Stored items:
▼▼▼

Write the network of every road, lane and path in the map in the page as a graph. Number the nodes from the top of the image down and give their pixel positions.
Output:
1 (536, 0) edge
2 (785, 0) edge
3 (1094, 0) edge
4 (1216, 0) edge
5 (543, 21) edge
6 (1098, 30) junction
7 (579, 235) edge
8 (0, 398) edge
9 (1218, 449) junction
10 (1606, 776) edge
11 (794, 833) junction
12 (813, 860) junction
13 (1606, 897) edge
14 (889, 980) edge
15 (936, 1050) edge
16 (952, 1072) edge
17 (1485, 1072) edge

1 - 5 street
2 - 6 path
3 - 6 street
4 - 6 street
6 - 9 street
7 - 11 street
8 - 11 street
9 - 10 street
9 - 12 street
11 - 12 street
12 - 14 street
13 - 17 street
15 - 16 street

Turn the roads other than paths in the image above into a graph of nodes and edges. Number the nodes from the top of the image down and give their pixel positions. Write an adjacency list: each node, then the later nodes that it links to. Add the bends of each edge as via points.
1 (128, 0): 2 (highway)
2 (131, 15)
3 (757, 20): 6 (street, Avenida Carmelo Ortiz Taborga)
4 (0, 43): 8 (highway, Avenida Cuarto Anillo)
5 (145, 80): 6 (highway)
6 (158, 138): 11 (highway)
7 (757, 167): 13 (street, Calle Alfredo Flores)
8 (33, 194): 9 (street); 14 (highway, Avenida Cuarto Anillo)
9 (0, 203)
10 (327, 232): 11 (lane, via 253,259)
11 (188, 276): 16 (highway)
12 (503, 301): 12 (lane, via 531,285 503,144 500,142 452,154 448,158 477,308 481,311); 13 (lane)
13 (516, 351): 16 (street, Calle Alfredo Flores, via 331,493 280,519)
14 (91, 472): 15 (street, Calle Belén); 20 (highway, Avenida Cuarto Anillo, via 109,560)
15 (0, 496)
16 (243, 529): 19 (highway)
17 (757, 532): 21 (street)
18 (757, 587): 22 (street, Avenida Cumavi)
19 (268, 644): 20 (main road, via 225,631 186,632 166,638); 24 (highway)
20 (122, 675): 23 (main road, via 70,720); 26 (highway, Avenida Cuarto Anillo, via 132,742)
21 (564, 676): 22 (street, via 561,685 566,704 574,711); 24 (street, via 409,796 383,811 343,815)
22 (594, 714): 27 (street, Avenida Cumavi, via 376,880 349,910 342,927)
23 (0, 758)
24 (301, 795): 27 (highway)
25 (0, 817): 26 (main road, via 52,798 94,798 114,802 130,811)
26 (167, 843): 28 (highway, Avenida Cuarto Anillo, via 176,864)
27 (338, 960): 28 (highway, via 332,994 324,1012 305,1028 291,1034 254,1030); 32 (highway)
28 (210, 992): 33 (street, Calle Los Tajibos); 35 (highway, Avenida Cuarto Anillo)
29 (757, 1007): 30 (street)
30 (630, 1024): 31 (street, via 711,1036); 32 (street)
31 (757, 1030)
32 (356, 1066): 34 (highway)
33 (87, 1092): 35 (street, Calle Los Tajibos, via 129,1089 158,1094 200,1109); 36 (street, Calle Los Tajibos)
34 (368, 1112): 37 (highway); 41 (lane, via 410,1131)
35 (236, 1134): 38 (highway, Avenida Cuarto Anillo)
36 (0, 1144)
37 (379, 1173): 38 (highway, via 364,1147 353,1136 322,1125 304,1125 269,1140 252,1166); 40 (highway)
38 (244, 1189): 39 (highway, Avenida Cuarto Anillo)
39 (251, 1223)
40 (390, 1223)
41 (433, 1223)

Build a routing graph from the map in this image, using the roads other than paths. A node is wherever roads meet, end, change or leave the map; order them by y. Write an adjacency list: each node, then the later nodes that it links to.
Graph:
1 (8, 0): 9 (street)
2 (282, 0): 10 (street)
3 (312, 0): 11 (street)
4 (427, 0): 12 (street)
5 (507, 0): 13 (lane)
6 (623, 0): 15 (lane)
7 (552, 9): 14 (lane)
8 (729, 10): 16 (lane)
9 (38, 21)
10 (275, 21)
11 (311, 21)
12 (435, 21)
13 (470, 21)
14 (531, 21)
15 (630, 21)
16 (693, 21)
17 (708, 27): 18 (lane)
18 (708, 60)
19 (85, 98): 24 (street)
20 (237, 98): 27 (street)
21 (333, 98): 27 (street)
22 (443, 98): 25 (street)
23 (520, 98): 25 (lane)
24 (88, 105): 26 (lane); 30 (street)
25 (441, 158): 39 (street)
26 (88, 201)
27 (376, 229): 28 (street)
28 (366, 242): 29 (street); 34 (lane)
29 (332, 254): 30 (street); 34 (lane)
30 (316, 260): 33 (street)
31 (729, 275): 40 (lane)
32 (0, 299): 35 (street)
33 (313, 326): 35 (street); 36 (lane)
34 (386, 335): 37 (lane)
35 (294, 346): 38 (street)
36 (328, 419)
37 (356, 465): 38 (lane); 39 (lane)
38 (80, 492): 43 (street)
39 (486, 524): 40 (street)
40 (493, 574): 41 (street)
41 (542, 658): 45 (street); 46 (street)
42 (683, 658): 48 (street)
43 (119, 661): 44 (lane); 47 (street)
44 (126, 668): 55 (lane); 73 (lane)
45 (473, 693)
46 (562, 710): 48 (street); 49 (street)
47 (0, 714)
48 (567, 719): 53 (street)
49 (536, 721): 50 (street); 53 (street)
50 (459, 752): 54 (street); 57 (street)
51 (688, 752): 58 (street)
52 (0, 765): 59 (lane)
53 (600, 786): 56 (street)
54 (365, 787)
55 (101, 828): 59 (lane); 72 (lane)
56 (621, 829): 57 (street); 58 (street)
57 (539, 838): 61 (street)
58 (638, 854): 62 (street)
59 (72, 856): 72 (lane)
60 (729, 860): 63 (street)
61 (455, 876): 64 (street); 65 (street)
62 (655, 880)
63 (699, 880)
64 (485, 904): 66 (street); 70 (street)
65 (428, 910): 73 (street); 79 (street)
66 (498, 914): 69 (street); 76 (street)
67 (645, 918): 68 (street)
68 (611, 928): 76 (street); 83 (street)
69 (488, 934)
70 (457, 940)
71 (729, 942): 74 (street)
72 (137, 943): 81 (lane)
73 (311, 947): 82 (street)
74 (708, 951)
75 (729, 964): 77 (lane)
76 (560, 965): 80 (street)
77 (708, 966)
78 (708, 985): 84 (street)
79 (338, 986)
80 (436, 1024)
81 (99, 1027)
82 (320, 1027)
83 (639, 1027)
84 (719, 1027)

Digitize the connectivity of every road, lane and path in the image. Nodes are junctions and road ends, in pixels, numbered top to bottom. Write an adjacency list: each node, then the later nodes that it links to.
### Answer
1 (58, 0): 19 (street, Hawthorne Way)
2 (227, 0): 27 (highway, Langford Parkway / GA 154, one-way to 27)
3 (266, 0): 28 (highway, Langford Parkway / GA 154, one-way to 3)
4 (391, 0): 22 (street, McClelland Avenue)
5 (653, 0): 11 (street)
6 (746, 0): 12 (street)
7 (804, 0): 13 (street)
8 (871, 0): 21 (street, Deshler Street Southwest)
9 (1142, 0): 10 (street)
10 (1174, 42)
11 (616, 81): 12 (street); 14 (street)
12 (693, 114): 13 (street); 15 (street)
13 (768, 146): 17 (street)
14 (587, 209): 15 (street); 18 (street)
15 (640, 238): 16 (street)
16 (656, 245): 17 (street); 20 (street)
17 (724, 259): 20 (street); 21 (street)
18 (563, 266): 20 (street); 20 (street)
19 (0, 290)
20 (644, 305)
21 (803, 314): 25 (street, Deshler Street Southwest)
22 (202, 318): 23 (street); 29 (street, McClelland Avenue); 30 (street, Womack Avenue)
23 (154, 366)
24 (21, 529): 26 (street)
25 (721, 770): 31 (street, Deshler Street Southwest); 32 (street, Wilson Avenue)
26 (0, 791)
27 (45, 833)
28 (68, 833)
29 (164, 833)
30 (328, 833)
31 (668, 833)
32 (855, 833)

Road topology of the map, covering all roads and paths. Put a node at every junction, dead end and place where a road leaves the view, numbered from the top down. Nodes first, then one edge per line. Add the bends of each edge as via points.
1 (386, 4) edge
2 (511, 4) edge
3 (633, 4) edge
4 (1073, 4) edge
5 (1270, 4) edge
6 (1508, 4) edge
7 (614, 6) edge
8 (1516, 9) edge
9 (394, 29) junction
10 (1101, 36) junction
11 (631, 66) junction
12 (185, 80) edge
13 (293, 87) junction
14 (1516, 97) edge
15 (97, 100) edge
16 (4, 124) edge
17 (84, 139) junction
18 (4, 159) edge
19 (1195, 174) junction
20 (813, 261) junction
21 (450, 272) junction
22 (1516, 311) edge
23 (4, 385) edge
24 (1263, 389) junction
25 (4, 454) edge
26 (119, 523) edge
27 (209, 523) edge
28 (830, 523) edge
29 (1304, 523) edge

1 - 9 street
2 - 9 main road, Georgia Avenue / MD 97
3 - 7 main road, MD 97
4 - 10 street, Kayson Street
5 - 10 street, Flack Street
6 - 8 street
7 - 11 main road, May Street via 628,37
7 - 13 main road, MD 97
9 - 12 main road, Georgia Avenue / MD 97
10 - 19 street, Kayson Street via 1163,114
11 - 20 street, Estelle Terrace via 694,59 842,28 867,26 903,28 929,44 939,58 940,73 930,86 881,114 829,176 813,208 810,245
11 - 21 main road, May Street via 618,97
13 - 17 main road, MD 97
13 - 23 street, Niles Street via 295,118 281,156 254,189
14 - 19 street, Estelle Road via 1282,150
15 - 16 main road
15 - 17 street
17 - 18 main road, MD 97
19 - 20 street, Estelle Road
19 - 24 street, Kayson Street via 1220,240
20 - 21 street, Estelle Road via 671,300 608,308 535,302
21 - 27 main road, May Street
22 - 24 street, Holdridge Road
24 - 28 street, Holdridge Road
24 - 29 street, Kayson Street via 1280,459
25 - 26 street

▲▲▲

Which of the lines above hold the string "positions"? Copy each one.

## Solved exercise
Write the network of every road, lane and path in the map in the page as a graph. Number the nodes from the top of the image down and give their pixel positions.
Turn the roads other than paths in the image above into a graph of nodes and edges. Number the nodes from the top of the image down and give their pixel positions. Write an adjacency list: each node, then the later nodes that it links to. Add the bends of each edge as via points.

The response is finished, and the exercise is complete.